A sizable majority of eligible voters in the two northern states of Punjab and Uttarakhand journeyed to their polling booths on Monday to choose their next legislative assemblies. The counting of votes is on March 6, after three other elections also get over.
It was 70 per cent voting by Uttarakhand's 6.3-million electorate, a jump from 60 per cent in 2007, for 70 assembly seats. This third state election for the former hill districts of Uttar Pradesh was, by and large, peaceful.
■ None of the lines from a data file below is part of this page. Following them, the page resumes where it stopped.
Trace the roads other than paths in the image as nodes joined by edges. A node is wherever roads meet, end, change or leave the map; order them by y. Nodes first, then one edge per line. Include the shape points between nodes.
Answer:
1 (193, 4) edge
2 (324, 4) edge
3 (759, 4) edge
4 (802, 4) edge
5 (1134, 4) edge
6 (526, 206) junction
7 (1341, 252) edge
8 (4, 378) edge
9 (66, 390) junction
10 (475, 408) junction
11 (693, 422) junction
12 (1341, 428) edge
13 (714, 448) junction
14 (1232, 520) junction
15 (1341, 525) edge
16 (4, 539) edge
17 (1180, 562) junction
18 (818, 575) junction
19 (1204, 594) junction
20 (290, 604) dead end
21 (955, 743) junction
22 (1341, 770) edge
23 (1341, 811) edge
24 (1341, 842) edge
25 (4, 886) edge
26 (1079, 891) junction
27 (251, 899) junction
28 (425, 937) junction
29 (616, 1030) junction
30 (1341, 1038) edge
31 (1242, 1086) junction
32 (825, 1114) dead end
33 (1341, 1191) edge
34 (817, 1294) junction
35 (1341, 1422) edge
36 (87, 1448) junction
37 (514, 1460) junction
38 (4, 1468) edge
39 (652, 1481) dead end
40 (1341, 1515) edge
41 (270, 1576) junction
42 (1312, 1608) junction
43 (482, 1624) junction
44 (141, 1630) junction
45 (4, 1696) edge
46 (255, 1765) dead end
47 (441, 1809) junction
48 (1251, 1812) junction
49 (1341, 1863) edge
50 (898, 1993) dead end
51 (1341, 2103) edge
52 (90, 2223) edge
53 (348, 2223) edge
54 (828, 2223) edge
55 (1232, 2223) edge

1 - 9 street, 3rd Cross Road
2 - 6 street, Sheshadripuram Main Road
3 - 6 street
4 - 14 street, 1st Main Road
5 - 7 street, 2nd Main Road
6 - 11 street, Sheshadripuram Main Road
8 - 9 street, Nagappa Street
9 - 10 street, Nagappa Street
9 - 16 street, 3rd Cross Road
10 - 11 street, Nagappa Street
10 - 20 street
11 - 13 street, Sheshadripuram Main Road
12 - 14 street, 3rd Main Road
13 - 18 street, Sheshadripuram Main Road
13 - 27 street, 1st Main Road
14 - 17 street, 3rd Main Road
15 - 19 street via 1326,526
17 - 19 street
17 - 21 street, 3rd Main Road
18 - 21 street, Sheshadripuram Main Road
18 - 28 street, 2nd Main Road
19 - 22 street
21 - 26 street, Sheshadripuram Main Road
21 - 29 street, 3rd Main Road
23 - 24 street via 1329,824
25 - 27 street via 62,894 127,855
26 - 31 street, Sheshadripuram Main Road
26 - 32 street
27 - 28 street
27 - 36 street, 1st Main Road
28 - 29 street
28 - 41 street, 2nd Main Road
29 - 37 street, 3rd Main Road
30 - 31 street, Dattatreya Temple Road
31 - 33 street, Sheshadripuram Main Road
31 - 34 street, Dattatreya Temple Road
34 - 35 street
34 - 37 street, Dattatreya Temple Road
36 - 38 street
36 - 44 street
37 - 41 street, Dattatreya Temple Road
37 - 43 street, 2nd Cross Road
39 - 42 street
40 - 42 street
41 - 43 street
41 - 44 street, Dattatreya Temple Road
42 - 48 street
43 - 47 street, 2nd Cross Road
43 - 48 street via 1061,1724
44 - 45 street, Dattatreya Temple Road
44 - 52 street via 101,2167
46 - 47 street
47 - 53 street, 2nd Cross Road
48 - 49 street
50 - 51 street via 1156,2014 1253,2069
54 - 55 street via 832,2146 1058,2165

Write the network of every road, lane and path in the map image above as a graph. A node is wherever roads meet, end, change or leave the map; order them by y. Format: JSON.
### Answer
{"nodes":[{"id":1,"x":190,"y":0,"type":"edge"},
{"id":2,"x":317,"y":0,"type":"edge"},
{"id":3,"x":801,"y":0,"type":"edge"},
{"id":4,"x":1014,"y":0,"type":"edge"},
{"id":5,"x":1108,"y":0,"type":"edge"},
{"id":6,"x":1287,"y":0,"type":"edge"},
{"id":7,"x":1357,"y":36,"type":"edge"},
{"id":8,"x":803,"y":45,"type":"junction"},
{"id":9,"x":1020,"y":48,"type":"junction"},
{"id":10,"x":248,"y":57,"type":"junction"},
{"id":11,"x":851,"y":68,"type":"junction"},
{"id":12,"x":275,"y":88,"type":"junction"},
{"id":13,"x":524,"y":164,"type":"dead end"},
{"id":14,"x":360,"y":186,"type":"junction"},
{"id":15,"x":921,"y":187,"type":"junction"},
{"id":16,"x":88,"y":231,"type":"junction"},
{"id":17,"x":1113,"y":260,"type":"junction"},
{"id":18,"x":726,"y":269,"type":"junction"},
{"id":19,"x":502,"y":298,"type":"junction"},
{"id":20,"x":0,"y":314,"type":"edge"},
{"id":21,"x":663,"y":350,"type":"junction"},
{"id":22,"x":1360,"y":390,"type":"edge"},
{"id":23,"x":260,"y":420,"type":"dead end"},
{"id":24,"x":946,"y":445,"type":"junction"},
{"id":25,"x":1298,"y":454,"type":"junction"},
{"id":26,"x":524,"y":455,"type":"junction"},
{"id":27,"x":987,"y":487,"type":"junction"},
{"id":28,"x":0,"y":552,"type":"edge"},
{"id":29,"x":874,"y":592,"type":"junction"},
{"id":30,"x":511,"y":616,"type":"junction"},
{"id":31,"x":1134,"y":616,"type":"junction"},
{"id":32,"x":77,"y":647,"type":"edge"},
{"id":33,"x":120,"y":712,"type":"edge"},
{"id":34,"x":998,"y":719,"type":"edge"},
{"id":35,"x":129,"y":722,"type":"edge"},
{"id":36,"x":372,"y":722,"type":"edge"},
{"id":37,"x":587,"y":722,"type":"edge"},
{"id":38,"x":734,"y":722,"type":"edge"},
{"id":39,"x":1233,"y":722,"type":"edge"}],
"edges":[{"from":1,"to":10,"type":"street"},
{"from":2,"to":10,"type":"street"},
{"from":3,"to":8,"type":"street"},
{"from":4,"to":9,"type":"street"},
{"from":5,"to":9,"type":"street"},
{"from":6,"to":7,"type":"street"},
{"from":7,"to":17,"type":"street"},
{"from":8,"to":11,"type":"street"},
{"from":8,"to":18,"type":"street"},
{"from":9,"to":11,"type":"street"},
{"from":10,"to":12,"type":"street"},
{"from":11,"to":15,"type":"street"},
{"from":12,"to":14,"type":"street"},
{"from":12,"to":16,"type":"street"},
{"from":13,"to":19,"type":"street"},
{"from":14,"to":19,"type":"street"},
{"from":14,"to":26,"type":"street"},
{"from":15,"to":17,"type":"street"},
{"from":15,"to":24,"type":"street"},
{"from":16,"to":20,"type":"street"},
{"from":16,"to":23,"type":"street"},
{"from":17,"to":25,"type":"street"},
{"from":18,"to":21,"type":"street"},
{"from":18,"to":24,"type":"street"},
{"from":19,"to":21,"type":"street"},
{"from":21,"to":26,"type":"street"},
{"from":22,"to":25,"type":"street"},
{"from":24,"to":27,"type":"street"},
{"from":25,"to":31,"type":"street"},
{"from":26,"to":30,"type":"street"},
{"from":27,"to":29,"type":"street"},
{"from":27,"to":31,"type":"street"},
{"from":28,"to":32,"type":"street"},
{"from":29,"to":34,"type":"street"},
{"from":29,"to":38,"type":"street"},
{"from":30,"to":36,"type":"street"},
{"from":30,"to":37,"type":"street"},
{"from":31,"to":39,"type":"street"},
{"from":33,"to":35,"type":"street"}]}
As for Punjab, nearly four in every five of the 17.6-million eligible voters exercised their right, about 77 per cent against 76 per cent last time. They elect a 117-member assembly. Polling began on a dull note but the momentum picked up. Only a few minor incidents disturbed the peaceful polling, although close to half the 19,841 poll booths had been declared either 'sensitve' or 'hypersensitive'..
In both states, there was heavy deployment of security forces, well-monitored by the central and state election authorities. They'd nabbed, from campaign opening till yesterday, as much as Rs 33.6 crore in unaccounted cash, rivers of illicit and other liquor and drugs, too. A crakdown on arms, licensed and otherwise, had eben instituted.
Incumbent and former chief ministers are in the fray in both states, beside a number of prominent state personalities. In Uttarakhand, the Bharatiya Janata Party and the main opposition Congress party are contesting all 70 seats; 788 candidates were on the ballot on Monday. In Punjab, the ruling Akali Dal-BJP alliance are contesting all the seats, as is the Congress. In neither state has an incumbent government been returned to power in recent memory — never in Uttarakhand's 12-odd years as a state and not for close to five decades in Punjab.